Hi there everybody ive just been diagnosed 2 months ago with moderate to severe asd and i feel so stuck with what to talk about. My mother asks me how i am and i tell the truth im overwelmed with the world etc. It seems to set her off on the defence. She hasnt been supportive of the diagnosis and i feel resentment building. I have my wife and 2 kids 6 and 1 but my household so noisy i have regular meltdowns, i walk around with massive headphones all day at home which are really uncomftable. When my mum and dad come around i feel this horrible negative energy all of a sudden(i can feel their emotions) which makes me on edge.6 people in my house at 1 time makes me on edge it feels so hard to deal with. Cant actually be bothered with this as it all drains me. I dont know how to communicate this. Nice to be part of this community to offload.x
I've struggled with my relationship with my parents since I left school (30 odd years ago!). I'm sure my dad's autistic and I've just been diagnosed. My mum comes across to me as a narcissist who's in a codependent relationship with dad. Now that I have my diagnosis which has shone a light on dad too, my mum *says* that it helps her to understand, but I'm not convinced. From her perspective it helps her understand why she's had a raw deal from life and had a son who doesn't want much to do with her, but she doesn't understand or ask about how it affects me. I know what you mean about a house full of relatives - hard to find some space (I've hid in the toilet before now!).

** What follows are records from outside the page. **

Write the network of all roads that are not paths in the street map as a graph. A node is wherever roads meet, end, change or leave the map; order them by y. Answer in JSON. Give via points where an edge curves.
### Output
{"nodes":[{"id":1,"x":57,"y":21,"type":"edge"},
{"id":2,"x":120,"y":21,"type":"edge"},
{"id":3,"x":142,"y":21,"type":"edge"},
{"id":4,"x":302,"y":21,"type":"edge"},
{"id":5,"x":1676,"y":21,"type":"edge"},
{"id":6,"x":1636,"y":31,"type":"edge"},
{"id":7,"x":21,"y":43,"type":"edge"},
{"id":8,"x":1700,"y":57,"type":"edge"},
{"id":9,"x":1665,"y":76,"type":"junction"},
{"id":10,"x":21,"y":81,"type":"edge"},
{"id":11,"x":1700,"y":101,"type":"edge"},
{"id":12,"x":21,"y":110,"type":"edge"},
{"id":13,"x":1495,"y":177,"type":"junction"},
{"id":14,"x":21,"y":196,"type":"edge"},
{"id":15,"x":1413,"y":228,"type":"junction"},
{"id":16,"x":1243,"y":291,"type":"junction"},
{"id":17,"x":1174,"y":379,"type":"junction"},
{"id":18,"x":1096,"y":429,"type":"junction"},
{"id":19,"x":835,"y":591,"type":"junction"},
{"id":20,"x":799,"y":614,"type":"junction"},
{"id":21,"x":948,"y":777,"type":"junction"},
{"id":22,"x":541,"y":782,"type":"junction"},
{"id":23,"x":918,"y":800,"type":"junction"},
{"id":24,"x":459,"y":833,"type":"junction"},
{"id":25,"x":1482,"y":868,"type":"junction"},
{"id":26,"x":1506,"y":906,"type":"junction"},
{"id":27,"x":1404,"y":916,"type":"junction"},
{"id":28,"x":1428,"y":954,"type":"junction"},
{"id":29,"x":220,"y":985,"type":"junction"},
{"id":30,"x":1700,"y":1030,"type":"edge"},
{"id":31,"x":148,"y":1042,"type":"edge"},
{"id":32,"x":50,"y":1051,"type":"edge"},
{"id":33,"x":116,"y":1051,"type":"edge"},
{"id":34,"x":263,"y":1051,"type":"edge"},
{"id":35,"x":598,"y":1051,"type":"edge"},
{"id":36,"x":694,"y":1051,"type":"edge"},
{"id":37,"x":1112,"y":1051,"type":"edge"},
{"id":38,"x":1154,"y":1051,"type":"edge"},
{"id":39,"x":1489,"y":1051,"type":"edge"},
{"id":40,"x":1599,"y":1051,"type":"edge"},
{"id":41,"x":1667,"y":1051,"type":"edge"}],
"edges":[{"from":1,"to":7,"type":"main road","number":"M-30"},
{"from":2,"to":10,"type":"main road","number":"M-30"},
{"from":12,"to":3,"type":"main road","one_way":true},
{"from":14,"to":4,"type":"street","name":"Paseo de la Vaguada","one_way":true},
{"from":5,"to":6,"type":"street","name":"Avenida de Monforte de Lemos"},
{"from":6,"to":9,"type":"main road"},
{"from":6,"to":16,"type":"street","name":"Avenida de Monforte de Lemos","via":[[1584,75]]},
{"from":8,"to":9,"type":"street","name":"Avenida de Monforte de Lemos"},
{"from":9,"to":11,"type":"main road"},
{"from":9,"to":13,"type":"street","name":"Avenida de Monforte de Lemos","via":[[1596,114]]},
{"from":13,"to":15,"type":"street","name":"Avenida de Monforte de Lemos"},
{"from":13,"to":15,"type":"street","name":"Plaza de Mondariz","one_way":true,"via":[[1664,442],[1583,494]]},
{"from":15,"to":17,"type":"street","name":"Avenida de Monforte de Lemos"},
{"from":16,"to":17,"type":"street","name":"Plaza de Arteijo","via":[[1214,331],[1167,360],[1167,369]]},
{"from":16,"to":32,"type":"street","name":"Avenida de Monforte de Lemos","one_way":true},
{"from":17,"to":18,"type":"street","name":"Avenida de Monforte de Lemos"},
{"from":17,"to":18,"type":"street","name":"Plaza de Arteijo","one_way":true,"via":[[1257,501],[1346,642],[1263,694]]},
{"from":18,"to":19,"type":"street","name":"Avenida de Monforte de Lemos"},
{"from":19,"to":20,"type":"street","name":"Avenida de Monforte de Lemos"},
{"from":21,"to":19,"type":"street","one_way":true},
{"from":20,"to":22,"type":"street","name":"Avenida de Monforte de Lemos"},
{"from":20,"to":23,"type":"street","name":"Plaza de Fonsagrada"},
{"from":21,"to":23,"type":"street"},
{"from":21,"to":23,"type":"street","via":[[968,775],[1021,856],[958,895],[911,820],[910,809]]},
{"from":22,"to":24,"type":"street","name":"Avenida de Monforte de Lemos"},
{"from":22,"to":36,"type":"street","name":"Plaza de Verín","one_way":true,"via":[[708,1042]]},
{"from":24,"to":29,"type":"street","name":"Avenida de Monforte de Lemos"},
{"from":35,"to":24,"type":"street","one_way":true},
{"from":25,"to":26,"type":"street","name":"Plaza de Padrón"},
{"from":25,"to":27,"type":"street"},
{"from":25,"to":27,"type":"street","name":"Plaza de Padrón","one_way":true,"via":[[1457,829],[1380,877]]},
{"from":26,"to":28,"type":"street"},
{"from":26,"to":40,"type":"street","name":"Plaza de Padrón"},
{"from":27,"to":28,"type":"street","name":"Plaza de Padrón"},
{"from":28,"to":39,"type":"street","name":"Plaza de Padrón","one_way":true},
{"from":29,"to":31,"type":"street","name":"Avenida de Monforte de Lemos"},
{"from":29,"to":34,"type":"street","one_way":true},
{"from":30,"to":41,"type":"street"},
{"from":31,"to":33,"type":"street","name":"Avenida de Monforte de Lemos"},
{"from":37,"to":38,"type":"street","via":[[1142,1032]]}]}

Could you experiment with more comfortable headphones / earbuds? If not, I'm sure if you keep talking here someone will help you come up with ways to explain your needs in a factual non-threatening way (if you haven't already). If you've done that, you've done your best and, in theory, shouldn't feel guilt for looking after your needs - but I say "in theory", because I know how hard it is to prioritise our own needs when that flies in the face of social conditioning.